Participants of the Dialogue also felt reassured there were no plans for a so-called ‘super database’ under ADRN, containing multiple linked datasets. However, this appears to have been a spontaneous consideration of participants, and the authors do not explain what such a database was understood to be. The response of one participant suggests it was conceived as a service offering open access to data, rather than to only approved researchers: “Everyone’s information is going to be centralised. How can they guarantee everyone’s motives?” [ 15 , p.30].
Stockdale et al. [ 22 ] found participants were concerned that sharing their electronic health records (EHRs) may lead to them being subject to unauthorised access and used to their disadvantage, while Wellcome [ 28 ] found the same for the sharing of personal data more generally. Amongst participants of Davidson et al. ’s 2012 [ 19 ] and 2013 [ 26 ] consultations exploring attitudes towards cross-sectoral data sharing, these concerns were echoed, with participants of the 2012 study being concerned that data linking would increase the likelihood of security breaches as a large amount of information could be obtained at once.
Governance and regulation
In addition to the physical security of data, the literature reviewed identified a preference for protections in the form of governance and ethical frameworks to regulate data use.
In their reviews of previous literature, both Aitken et al. [ 16 ] and Stockdale et al. [ 22 ] identified an increase in public acceptance after study participants were informed about governance mechanisms. Davidson et al. ’s 2012 work [ 19 ] identified concerns about who would oversee the operation of data sharing frameworks and where accountability would lie if linked data were lost or stolen.
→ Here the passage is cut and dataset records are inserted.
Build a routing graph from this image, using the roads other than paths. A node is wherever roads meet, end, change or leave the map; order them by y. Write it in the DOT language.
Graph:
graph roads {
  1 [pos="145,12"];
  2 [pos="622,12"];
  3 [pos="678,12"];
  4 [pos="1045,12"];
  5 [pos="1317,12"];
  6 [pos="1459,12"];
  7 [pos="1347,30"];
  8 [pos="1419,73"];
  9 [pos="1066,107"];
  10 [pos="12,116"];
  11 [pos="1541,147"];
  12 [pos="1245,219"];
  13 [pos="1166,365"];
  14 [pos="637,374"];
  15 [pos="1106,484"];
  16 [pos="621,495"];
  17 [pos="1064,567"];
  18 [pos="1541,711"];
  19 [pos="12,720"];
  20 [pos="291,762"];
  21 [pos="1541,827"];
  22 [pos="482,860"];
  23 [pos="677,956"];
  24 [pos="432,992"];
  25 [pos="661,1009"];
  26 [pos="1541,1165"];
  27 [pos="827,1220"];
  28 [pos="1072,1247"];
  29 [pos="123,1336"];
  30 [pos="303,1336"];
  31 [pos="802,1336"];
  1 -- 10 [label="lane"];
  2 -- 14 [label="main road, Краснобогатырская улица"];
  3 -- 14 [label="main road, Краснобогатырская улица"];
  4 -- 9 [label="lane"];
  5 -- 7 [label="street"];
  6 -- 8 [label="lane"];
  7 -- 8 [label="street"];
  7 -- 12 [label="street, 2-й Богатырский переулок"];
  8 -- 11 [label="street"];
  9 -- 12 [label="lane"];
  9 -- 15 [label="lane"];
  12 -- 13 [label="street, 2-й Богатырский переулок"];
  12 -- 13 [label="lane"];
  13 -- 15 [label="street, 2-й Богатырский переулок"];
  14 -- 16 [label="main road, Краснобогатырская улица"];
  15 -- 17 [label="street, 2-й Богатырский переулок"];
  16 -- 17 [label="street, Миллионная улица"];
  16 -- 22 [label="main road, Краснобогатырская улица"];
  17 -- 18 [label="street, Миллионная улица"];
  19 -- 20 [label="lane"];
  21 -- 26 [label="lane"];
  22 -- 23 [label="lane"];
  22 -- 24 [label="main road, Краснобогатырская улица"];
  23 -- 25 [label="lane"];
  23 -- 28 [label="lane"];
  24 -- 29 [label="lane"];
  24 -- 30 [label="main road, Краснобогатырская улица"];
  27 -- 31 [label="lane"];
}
Ipsos MORI [ 24 ] and Davidson et al. [ 26 ] both identified a preference for an independent organisation to act as a ‘buffer’ between researchers and the public to prevent the misuse of information. Participants of the ‘Dialogue on Data’ [ 15 ] felt reassured ADRN would provide a systematic way to regulate administrative data linking. In a series of focus groups conducted by Aitken et al. to explore public attitudes towards the use of health data [ 18 ], however, participants expressed concern that committees of oversight bodies would by default operate in favour of data sharing.
Ultimately, for administrative data research to be acceptable to the public, a myriad of safeguards are needed to protect the confidentiality of data subjects and limit the potential for data misuse.
Trust and transparency
The literature suggests individuals and institutions accessing data must be trusted to keep it secure and use it appropriately. Meanwhile, it also indicates that the specifics of projects using administrative data affect the level of public support, and transparency is therefore key to allowing the public to remain informed about how their data is used in any given context.
Trust
The literature reviewed found clear differences in the levels of trust attributed to different types of organisation, with the reasons given providing indications as to how an institution or individual might build trust.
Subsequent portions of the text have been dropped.